▶ AIM OF THE EXERCISE
With pictures left out, extract every line between the start of the records below and the line holding "Build a routing", inclusive.

▶ RECORDS FOR THIS EXERCISE
--- START ---

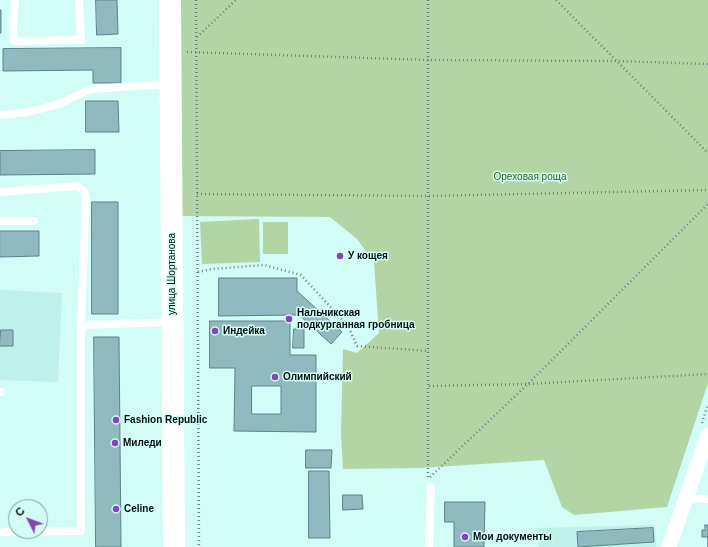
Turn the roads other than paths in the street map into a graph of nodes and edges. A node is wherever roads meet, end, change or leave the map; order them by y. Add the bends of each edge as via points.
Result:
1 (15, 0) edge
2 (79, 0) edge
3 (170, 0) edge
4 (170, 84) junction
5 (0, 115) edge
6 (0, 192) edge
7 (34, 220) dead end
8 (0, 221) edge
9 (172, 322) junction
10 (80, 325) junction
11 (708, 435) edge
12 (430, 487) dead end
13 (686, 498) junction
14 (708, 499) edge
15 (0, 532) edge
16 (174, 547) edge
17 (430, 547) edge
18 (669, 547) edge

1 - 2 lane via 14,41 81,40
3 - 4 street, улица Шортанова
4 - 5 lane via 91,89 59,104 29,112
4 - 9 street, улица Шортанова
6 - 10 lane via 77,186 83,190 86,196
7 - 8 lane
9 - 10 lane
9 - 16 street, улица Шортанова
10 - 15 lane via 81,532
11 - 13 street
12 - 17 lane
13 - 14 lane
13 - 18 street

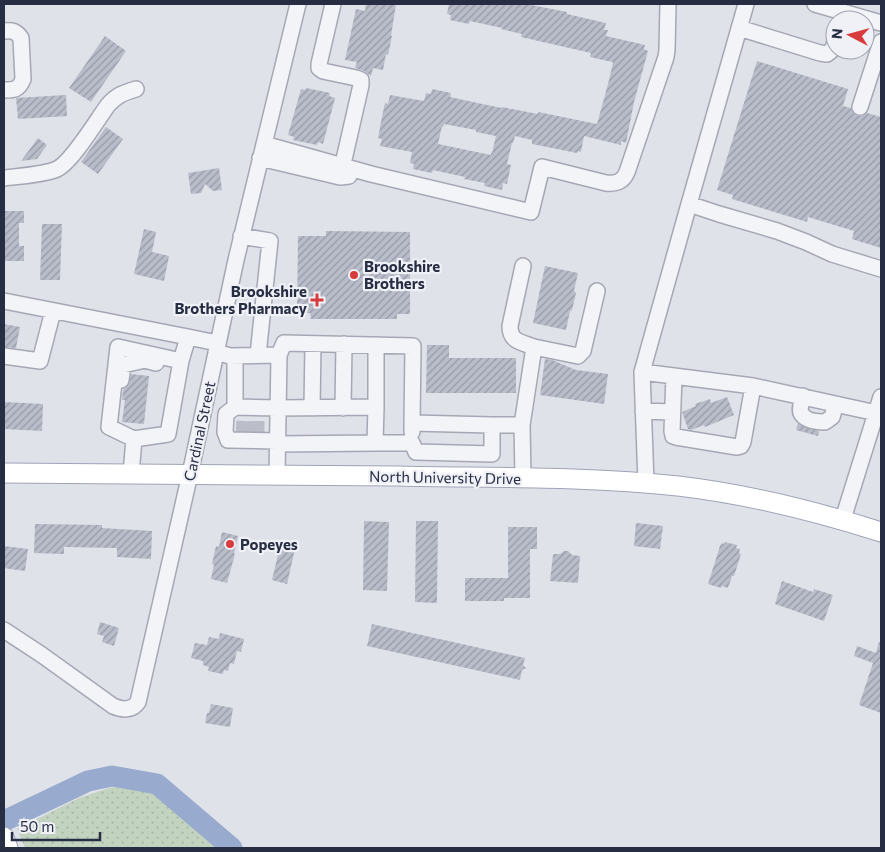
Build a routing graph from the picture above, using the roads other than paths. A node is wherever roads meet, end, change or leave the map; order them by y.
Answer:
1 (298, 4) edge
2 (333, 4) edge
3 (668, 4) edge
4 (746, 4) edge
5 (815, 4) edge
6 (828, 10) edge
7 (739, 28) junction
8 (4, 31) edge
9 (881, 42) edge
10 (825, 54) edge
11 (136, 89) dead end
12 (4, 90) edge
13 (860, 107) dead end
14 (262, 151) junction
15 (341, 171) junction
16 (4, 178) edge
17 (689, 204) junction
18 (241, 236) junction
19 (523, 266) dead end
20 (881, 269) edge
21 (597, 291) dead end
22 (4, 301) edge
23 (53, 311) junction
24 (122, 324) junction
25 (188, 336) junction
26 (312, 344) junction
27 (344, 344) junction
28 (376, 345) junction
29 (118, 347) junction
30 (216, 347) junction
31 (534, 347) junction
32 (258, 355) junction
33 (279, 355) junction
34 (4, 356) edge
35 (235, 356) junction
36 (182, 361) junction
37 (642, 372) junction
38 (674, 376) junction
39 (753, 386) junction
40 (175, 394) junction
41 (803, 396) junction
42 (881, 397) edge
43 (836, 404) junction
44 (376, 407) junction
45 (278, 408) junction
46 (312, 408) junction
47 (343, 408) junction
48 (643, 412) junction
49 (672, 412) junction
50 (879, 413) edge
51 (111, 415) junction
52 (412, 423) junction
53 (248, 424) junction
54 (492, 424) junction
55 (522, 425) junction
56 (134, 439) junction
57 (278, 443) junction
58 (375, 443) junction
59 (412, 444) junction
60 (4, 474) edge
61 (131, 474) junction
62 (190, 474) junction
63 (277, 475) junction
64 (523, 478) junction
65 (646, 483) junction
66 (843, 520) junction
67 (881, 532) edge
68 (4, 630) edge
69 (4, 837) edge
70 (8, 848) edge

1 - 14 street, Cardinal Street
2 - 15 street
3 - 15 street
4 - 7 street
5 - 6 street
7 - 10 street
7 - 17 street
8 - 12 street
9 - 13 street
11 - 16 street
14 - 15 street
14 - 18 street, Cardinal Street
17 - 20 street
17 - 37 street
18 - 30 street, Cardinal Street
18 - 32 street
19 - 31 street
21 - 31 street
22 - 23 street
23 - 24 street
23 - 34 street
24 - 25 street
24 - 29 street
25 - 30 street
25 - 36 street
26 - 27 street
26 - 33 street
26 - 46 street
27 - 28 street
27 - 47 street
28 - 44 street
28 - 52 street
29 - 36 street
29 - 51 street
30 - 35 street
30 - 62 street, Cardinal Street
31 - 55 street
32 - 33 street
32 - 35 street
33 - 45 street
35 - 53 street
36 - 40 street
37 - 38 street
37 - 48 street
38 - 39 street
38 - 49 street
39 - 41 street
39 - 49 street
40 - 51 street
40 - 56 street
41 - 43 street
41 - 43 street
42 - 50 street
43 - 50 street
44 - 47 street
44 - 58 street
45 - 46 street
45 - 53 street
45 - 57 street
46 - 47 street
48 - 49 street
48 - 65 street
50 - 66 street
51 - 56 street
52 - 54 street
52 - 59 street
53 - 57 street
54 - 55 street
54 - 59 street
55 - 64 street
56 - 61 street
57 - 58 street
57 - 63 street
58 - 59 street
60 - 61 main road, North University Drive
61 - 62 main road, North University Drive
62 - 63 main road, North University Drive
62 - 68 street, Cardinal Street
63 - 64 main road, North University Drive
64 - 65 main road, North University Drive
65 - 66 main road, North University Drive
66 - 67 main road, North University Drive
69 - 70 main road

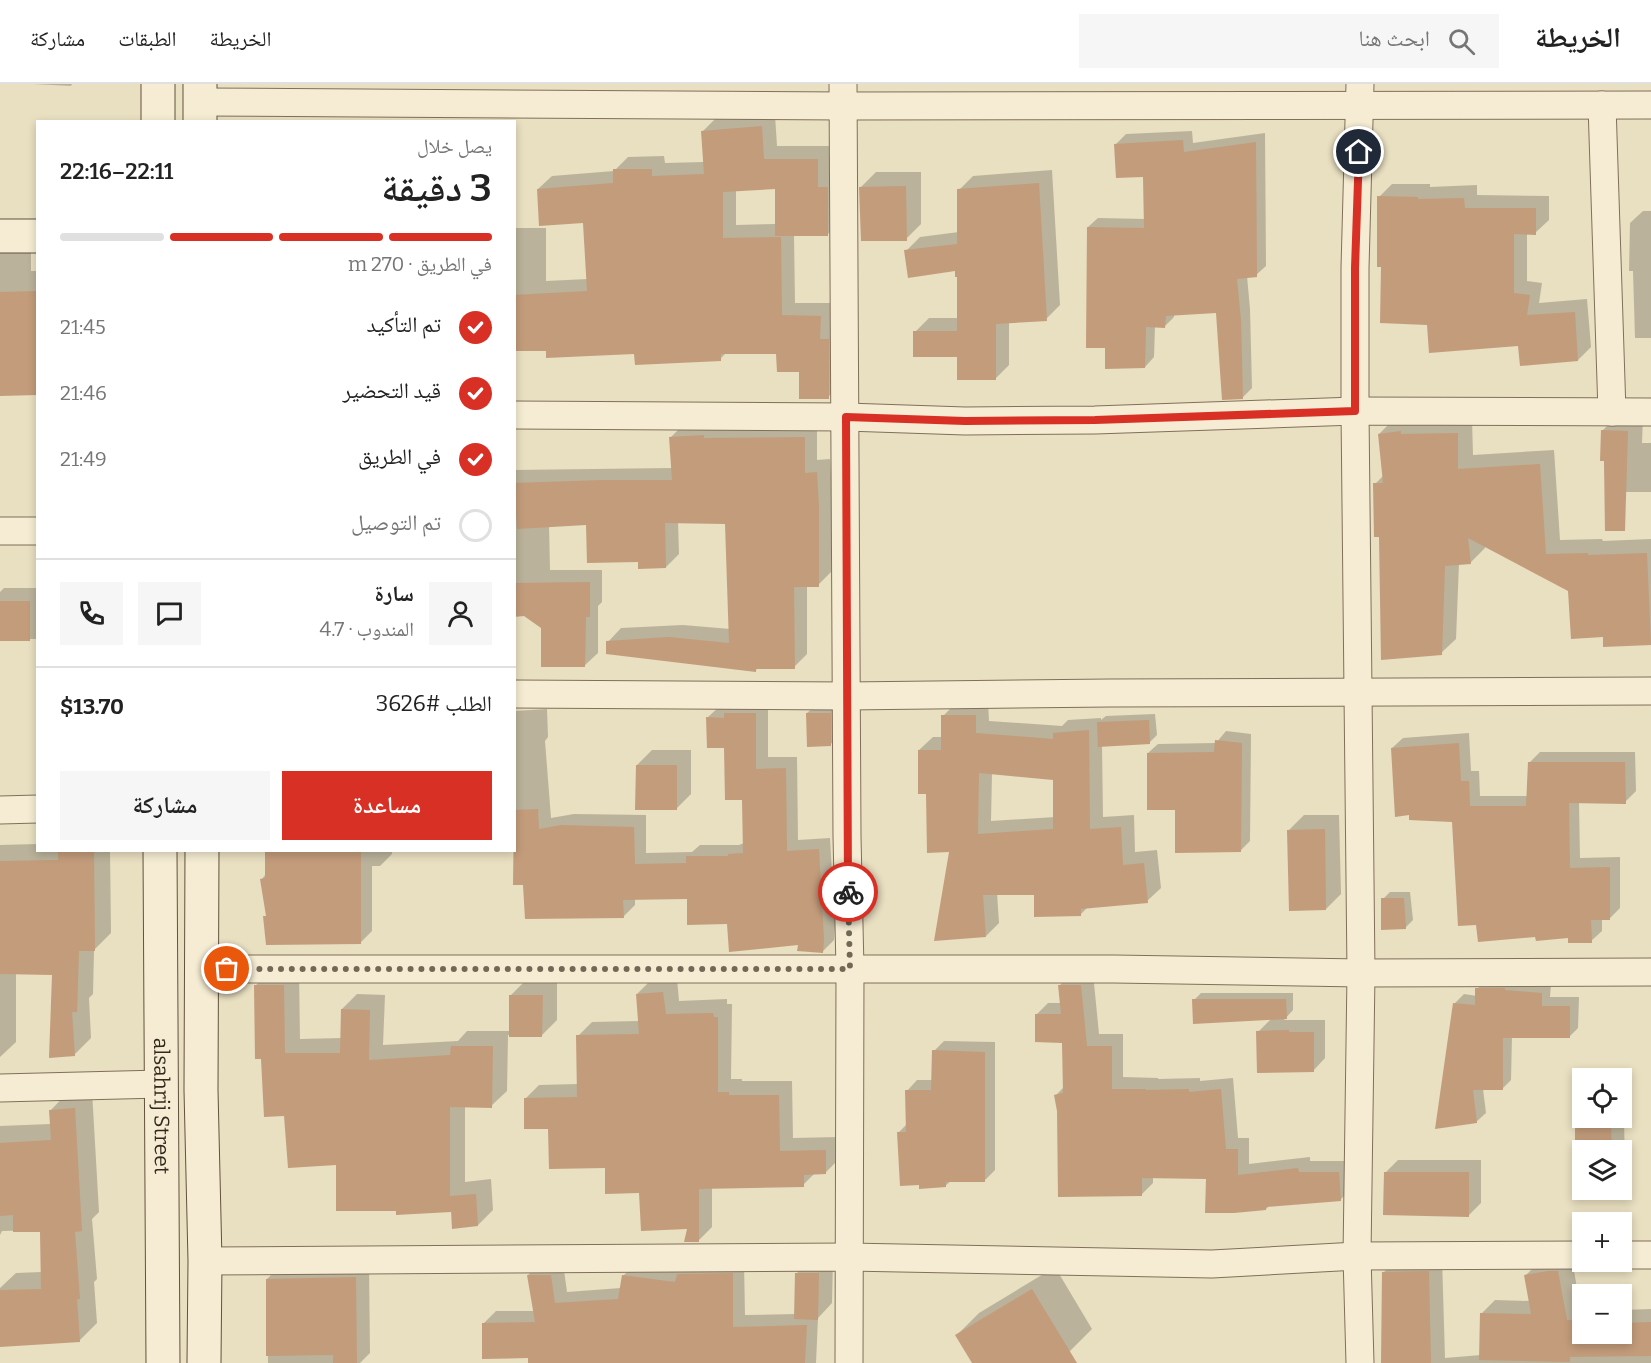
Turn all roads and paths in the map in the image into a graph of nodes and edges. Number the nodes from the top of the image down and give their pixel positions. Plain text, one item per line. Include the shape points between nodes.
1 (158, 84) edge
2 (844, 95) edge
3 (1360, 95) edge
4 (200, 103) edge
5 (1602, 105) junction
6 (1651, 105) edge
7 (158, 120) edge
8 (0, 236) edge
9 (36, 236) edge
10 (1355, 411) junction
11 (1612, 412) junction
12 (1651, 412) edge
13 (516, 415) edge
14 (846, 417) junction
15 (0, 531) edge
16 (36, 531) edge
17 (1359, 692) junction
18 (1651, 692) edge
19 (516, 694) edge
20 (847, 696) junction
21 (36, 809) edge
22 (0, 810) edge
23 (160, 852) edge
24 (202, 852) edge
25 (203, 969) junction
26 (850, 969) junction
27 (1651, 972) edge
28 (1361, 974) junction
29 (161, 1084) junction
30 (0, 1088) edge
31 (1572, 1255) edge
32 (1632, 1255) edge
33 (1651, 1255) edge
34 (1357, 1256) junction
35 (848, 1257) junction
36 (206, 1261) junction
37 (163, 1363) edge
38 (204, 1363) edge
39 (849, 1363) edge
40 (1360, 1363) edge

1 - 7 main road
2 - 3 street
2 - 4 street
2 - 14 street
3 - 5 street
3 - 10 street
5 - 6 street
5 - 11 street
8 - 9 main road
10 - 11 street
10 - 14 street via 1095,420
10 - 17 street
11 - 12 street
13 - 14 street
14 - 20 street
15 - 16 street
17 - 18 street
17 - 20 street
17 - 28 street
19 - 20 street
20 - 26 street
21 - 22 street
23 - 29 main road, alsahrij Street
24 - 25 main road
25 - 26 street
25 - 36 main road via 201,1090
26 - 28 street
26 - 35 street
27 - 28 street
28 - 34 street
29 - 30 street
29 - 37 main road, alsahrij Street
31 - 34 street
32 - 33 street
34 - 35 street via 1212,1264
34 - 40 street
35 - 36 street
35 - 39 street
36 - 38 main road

--- END ---

▶ ANSWER TO THIS EXERCISE
Turn the roads other than paths in the street map into a graph of nodes and edges. A node is wherever roads meet, end, change or leave the map; order them by y. Add the bends of each edge as via points.
Result:
1 (15, 0) edge
2 (79, 0) edge
3 (170, 0) edge
4 (170, 84) junction
5 (0, 115) edge
6 (0, 192) edge
7 (34, 220) dead end
8 (0, 221) edge
9 (172, 322) junction
10 (80, 325) junction
11 (708, 435) edge
12 (430, 487) dead end
13 (686, 498) junction
14 (708, 499) edge
15 (0, 532) edge
16 (174, 547) edge
17 (430, 547) edge
18 (669, 547) edge

1 - 2 lane via 14,41 81,40
3 - 4 street, улица Шортанова
4 - 5 lane via 91,89 59,104 29,112
4 - 9 street, улица Шортанова
6 - 10 lane via 77,186 83,190 86,196
7 - 8 lane
9 - 10 lane
9 - 16 street, улица Шортанова
10 - 15 lane via 81,532
11 - 13 street
12 - 17 lane
13 - 14 lane
13 - 18 street

Build a routing graph from the picture above, using the roads other than paths. A node is wherever roads meet, end, change or leave the map; order them by y.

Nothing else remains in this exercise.